EXERCISE DESCRIPTION
Go through the entries and count the lines with the string "nodes" in them. Give only that number.

EXTRACTED RECORDS

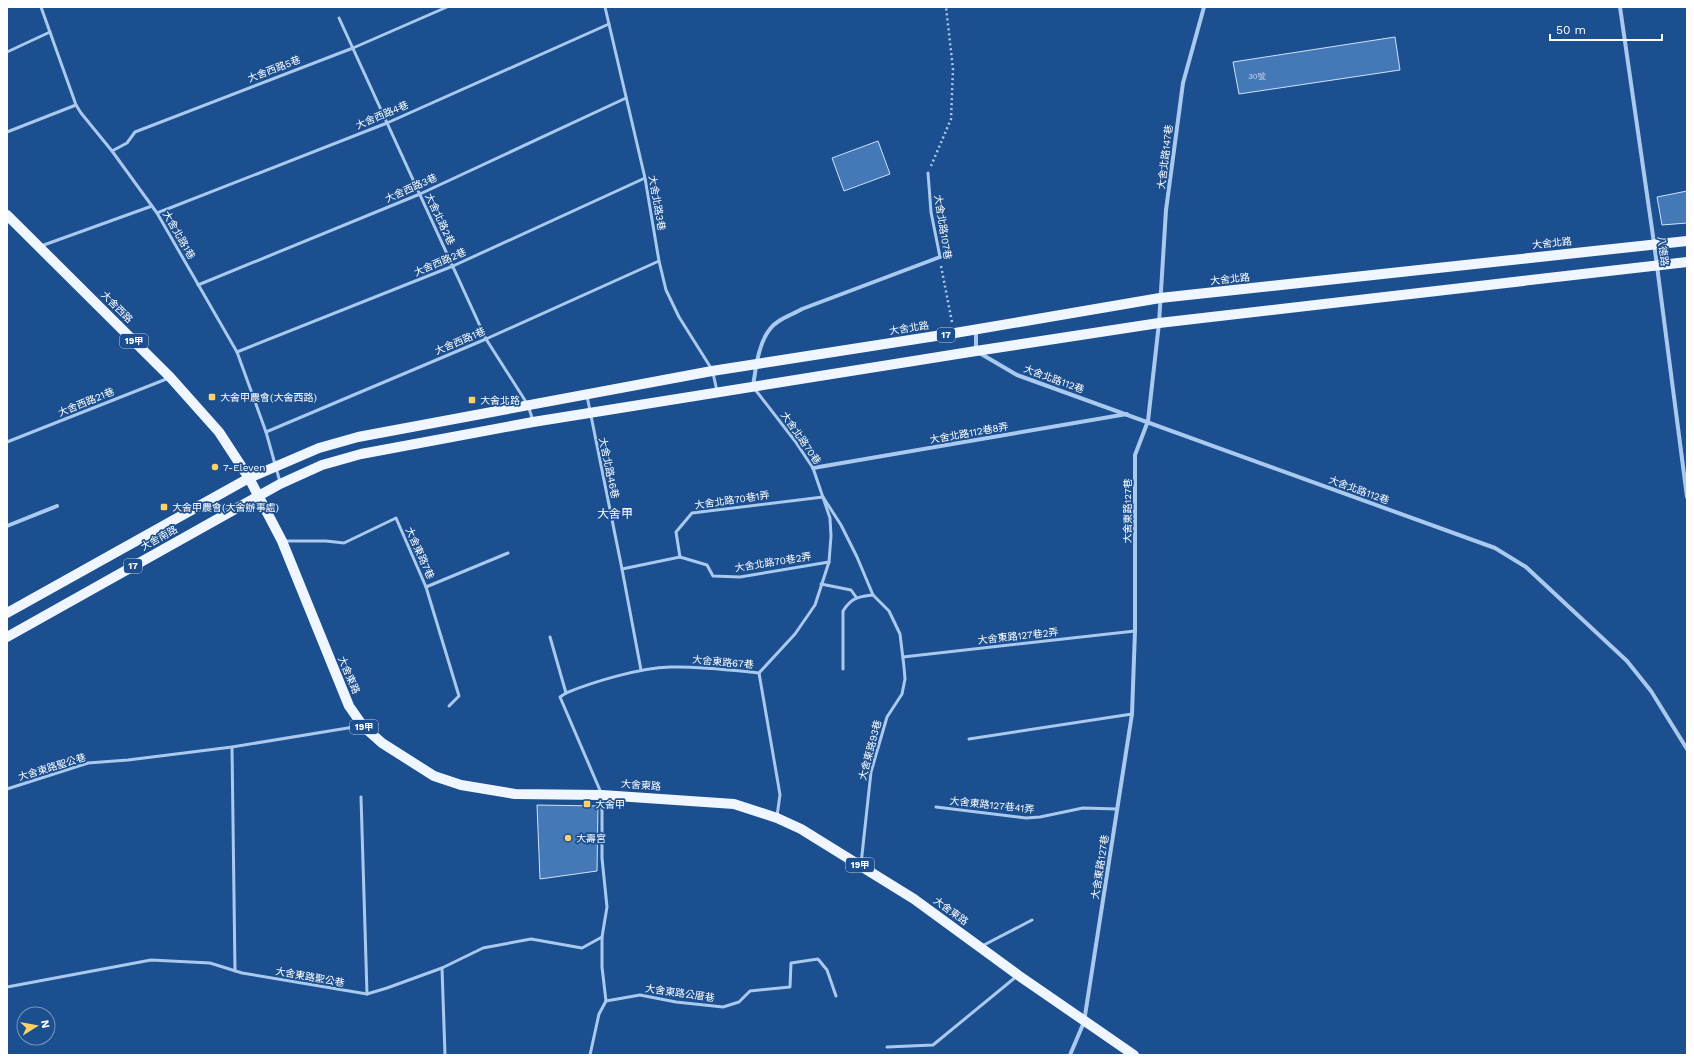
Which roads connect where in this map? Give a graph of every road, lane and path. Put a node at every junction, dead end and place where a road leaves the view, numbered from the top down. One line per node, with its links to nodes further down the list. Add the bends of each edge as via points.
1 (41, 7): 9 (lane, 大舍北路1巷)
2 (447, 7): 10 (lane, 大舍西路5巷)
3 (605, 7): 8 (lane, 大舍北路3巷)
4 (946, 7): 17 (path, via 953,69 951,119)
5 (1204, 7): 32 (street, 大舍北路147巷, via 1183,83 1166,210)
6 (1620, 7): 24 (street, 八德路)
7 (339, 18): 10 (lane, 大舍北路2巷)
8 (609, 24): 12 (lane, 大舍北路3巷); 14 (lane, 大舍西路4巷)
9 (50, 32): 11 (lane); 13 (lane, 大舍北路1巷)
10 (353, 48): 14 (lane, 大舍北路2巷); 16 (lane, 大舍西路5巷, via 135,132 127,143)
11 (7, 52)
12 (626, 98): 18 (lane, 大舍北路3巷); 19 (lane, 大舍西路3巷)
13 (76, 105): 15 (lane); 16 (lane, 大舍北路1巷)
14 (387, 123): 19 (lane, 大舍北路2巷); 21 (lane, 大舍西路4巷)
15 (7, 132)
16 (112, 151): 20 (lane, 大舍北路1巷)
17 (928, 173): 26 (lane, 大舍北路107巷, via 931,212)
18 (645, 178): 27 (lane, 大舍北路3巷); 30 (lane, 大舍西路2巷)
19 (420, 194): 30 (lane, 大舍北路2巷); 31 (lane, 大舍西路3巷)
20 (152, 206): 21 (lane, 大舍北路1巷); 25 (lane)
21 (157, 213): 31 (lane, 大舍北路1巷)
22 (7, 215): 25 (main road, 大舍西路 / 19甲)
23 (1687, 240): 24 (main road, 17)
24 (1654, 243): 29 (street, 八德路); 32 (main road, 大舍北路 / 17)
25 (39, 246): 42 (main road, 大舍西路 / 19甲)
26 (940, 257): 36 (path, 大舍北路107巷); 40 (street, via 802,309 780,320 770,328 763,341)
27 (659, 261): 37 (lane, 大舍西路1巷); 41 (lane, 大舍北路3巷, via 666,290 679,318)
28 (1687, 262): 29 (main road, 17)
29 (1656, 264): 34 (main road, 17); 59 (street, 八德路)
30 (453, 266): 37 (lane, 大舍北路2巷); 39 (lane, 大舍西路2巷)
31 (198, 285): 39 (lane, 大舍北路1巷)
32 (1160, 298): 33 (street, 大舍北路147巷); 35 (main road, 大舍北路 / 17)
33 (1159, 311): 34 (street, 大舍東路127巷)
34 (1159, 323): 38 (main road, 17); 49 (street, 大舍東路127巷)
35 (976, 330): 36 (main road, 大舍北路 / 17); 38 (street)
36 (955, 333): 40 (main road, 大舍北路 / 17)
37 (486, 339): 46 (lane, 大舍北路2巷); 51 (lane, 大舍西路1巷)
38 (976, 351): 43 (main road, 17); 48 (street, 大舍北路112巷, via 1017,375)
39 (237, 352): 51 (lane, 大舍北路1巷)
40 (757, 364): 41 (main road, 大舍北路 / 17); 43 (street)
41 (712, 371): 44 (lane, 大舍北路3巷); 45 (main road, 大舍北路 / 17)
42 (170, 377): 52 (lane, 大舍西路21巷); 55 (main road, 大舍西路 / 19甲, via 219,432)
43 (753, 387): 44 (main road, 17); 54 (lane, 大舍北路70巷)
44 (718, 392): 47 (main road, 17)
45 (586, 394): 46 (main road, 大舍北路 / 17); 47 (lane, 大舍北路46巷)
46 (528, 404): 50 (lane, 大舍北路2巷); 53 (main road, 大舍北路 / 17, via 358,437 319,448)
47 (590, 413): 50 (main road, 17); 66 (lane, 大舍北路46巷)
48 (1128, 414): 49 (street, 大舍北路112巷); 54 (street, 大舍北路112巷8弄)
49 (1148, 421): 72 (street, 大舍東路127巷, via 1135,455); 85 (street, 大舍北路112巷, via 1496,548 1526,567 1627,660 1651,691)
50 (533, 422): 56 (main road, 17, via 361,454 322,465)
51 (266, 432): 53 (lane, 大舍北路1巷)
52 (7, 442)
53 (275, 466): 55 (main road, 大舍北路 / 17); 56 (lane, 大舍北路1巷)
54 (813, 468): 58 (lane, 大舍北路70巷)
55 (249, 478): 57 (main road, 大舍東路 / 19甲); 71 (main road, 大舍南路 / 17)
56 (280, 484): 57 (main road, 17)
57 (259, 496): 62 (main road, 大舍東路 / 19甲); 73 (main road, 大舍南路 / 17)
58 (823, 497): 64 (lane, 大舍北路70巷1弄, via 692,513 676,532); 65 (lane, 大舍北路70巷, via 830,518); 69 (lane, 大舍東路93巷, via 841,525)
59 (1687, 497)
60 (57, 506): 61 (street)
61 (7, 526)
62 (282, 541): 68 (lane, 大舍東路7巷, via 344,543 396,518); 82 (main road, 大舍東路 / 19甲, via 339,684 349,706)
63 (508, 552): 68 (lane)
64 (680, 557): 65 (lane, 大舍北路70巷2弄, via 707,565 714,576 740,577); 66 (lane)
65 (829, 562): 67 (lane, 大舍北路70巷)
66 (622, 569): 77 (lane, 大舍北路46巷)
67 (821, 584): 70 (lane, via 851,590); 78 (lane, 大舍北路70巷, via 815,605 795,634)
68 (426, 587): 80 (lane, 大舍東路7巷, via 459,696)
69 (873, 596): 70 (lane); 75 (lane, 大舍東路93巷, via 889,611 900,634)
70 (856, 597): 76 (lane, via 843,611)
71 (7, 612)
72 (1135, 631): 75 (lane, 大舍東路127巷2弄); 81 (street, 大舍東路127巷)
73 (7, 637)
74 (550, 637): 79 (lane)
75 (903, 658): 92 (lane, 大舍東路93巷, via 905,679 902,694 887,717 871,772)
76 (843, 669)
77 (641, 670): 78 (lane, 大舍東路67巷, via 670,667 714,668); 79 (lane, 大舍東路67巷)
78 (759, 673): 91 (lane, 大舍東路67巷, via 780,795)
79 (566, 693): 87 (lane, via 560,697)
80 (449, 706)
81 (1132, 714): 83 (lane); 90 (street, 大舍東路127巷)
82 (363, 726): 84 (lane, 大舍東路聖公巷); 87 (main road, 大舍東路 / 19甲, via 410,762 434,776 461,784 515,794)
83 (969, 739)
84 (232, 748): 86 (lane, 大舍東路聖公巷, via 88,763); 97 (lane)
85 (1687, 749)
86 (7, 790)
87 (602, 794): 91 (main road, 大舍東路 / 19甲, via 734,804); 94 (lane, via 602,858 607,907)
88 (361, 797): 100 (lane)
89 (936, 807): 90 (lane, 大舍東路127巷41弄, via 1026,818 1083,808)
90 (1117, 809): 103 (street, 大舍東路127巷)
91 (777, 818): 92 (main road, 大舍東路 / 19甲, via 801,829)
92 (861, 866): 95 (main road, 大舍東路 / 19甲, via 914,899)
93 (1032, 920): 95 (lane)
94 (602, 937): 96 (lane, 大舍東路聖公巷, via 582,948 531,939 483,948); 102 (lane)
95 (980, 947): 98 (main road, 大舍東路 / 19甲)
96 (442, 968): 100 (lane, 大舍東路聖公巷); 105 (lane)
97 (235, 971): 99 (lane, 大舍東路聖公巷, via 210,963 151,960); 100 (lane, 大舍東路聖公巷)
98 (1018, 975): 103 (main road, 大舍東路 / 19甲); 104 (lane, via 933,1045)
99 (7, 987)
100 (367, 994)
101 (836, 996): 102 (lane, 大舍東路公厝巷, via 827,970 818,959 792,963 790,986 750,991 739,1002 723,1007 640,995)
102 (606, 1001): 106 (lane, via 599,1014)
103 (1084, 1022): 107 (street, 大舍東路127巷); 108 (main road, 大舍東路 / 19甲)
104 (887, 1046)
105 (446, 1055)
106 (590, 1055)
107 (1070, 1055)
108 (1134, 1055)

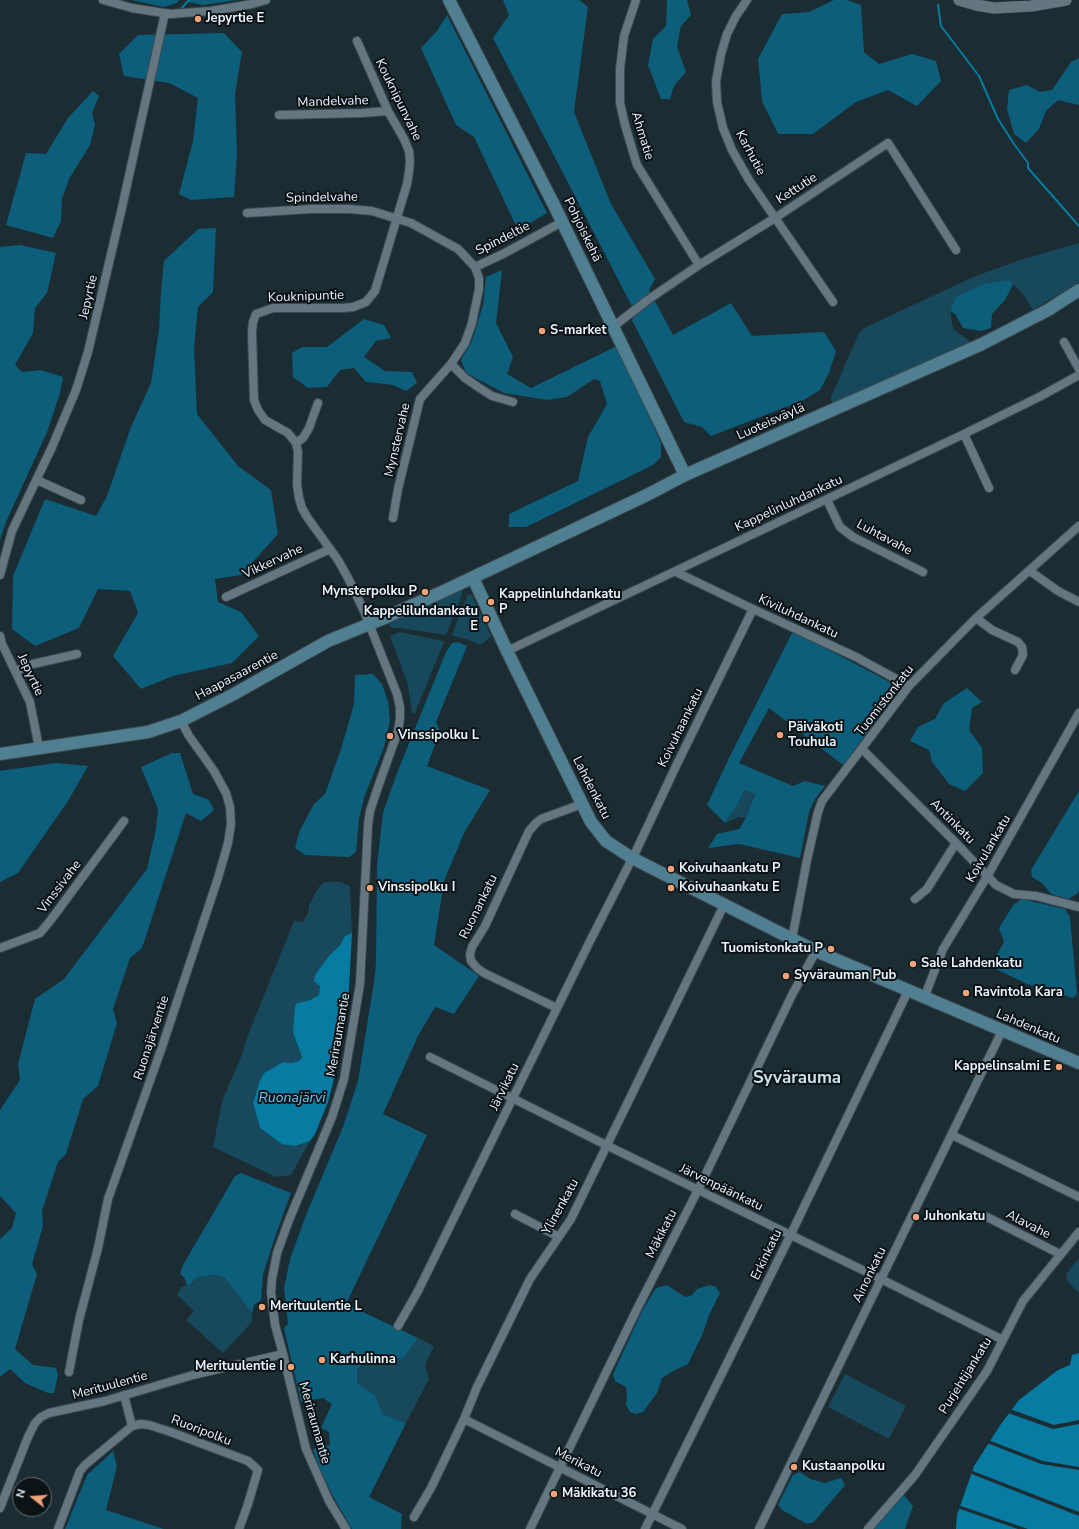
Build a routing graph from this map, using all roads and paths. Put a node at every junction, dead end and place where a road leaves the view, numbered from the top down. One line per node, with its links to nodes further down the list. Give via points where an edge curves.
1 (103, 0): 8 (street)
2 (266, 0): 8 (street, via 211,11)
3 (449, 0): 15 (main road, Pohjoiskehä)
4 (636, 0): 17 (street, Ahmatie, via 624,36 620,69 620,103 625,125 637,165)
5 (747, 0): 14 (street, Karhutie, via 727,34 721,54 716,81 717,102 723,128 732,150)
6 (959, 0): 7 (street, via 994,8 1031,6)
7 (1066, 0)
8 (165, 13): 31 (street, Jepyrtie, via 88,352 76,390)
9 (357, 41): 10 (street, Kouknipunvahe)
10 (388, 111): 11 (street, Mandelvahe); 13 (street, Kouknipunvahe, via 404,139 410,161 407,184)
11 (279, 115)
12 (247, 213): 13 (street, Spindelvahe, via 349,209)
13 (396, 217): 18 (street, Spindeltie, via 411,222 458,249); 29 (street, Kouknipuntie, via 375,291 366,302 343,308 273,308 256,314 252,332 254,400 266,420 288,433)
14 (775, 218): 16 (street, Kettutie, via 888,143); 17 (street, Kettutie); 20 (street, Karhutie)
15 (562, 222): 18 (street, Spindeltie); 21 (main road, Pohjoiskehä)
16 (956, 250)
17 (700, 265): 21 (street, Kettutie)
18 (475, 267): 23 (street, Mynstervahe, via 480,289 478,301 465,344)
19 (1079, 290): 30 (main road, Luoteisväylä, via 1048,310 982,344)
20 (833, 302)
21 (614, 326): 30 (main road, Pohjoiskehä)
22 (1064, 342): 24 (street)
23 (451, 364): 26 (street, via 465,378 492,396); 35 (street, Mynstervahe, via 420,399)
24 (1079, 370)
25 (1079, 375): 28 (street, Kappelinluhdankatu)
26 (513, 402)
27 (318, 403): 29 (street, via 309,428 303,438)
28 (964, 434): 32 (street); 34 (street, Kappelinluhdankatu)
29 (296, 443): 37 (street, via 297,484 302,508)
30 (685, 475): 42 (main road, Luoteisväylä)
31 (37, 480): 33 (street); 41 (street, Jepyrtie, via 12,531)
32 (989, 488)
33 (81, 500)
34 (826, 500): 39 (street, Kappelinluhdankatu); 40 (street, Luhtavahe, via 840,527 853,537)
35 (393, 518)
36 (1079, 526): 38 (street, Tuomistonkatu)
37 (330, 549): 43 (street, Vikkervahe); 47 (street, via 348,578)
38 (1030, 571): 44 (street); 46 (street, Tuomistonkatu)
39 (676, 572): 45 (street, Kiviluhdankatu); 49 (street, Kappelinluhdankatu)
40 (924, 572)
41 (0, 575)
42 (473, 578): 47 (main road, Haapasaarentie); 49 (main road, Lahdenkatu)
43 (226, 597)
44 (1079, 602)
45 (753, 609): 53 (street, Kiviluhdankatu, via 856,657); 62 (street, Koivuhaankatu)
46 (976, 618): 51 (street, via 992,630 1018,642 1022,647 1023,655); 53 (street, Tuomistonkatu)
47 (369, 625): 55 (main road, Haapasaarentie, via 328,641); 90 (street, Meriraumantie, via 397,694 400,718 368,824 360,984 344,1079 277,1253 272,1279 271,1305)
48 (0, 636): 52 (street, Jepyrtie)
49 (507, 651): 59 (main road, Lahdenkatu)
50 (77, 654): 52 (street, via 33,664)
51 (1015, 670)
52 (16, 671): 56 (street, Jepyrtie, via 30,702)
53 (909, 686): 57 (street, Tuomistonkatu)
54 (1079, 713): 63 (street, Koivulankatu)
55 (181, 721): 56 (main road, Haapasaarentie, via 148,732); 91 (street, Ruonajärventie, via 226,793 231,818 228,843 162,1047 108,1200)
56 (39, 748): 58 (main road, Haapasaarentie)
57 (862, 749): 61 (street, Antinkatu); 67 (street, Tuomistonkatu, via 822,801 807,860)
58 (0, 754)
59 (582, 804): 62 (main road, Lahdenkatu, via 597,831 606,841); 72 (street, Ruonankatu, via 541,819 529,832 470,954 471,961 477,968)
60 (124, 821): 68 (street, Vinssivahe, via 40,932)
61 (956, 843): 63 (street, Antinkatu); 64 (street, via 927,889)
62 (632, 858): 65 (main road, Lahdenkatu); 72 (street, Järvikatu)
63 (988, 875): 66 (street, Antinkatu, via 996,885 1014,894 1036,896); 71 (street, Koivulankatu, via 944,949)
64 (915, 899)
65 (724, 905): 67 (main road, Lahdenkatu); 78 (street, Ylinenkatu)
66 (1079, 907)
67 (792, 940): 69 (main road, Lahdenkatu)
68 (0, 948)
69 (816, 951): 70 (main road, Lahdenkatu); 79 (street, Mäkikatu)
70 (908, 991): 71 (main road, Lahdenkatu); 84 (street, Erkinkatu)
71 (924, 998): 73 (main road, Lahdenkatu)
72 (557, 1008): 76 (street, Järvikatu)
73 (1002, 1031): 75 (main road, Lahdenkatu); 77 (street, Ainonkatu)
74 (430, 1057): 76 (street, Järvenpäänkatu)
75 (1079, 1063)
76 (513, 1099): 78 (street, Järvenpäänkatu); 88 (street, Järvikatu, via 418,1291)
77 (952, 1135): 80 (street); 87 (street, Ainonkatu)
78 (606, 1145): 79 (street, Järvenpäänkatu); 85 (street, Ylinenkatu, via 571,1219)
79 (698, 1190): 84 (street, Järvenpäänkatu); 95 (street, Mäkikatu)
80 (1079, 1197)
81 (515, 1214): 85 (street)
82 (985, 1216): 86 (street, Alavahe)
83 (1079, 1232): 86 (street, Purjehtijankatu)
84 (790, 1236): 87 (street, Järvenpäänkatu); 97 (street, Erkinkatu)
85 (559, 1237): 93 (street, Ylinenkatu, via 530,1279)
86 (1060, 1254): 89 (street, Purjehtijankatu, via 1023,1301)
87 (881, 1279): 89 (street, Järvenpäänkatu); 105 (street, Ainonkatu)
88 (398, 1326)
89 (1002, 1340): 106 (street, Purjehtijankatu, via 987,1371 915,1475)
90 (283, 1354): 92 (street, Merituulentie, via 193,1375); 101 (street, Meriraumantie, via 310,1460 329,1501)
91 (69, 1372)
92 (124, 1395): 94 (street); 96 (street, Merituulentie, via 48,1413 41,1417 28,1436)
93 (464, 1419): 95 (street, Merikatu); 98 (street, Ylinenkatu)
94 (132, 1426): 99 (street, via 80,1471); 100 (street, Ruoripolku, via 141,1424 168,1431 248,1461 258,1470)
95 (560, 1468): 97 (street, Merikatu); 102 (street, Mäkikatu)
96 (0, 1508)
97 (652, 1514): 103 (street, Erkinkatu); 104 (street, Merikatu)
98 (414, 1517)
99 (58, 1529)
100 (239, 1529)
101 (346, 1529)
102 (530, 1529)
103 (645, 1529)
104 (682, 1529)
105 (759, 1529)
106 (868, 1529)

TASK SOLUTION
2